What is required:
Determine the number of lines of the records below that include "Октябрьский". Respond with the number and no other text.

Records supplied:

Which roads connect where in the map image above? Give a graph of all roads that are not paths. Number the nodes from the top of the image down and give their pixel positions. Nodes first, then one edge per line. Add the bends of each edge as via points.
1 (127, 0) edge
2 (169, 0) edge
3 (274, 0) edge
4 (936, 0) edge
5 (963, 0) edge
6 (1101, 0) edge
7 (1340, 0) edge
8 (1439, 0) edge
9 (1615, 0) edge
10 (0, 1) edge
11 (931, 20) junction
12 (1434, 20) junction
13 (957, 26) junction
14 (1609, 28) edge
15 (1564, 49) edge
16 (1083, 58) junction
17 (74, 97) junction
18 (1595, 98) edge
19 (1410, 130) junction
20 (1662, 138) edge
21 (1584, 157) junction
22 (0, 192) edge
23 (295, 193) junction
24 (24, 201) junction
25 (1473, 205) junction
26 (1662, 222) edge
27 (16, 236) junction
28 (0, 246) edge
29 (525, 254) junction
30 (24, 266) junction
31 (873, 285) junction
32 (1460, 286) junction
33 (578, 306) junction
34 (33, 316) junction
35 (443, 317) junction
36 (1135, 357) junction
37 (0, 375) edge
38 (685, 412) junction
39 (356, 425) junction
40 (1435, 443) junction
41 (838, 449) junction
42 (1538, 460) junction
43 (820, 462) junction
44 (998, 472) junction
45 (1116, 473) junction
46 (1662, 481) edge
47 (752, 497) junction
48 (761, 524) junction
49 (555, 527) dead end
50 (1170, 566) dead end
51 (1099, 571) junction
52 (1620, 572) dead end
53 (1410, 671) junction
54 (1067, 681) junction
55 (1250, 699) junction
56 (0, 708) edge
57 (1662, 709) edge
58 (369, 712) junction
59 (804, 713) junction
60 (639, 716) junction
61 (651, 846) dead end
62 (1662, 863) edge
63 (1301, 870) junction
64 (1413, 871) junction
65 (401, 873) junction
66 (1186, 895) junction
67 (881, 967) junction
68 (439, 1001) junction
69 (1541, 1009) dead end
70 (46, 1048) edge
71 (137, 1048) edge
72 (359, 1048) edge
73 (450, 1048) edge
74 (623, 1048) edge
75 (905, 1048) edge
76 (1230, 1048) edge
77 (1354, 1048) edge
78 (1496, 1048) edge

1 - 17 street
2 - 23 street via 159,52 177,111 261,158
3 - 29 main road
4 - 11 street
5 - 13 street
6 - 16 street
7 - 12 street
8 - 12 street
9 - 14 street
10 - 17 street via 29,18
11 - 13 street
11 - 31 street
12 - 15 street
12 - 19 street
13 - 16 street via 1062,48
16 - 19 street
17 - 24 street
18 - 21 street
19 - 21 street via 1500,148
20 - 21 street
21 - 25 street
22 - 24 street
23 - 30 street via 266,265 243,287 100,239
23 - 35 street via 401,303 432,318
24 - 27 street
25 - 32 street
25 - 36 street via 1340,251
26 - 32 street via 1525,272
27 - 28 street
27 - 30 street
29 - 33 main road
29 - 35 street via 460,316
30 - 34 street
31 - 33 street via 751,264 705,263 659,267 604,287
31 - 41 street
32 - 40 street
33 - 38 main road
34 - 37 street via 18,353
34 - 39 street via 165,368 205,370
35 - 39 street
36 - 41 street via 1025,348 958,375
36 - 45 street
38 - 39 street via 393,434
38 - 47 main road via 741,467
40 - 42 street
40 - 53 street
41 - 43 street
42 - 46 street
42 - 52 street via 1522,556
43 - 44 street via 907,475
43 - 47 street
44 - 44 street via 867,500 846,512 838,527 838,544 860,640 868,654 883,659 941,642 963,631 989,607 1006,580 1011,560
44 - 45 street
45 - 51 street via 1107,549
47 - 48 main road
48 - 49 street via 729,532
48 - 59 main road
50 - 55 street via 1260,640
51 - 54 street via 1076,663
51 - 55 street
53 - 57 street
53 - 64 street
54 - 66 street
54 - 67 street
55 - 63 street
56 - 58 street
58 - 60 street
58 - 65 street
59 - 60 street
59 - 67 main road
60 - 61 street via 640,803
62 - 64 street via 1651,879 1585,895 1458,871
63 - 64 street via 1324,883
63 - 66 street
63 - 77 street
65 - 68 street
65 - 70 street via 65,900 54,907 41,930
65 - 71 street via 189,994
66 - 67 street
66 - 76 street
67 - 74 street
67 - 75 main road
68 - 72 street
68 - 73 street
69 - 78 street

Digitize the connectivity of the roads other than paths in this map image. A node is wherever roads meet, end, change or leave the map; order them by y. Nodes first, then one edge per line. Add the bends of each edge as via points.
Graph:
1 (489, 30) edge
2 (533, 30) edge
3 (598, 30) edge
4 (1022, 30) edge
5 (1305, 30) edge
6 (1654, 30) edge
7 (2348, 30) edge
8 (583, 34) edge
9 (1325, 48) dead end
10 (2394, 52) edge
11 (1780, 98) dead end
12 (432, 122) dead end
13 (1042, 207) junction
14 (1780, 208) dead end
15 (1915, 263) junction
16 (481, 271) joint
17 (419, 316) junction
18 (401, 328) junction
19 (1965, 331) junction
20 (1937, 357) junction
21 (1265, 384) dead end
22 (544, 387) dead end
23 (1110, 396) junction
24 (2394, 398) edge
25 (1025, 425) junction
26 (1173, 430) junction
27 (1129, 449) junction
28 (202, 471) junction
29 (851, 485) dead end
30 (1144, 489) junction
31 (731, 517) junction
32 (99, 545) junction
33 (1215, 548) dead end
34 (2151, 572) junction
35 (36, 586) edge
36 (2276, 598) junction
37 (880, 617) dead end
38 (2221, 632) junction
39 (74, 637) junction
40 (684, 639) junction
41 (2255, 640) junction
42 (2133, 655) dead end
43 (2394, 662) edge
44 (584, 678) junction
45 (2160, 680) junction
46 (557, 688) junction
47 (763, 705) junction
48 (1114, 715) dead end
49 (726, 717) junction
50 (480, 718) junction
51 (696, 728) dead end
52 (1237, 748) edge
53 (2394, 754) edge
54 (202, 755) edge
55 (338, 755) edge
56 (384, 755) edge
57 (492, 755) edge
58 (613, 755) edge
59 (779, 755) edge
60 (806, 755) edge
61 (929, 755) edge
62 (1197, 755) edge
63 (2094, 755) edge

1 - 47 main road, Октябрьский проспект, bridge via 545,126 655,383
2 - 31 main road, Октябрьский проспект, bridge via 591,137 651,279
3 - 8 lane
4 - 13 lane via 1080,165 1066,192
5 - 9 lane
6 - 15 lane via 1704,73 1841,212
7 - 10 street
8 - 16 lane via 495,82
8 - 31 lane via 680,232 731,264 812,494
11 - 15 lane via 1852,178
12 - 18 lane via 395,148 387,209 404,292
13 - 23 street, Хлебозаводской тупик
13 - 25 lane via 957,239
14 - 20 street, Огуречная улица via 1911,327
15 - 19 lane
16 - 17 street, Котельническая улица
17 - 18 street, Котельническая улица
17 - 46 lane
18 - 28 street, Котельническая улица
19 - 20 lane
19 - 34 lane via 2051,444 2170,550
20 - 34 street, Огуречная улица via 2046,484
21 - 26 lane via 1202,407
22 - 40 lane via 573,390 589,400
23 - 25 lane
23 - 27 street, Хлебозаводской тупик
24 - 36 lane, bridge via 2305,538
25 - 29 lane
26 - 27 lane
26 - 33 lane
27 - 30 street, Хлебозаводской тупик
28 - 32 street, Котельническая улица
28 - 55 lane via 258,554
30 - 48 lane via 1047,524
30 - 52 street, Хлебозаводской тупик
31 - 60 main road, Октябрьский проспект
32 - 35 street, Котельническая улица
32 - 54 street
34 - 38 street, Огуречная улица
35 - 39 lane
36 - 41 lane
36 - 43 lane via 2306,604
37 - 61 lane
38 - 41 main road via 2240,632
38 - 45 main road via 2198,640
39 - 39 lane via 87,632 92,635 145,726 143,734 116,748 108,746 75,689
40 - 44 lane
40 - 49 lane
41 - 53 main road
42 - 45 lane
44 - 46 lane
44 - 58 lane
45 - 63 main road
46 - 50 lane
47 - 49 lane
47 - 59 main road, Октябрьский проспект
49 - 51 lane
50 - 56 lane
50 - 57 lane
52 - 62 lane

Reply to the task:
4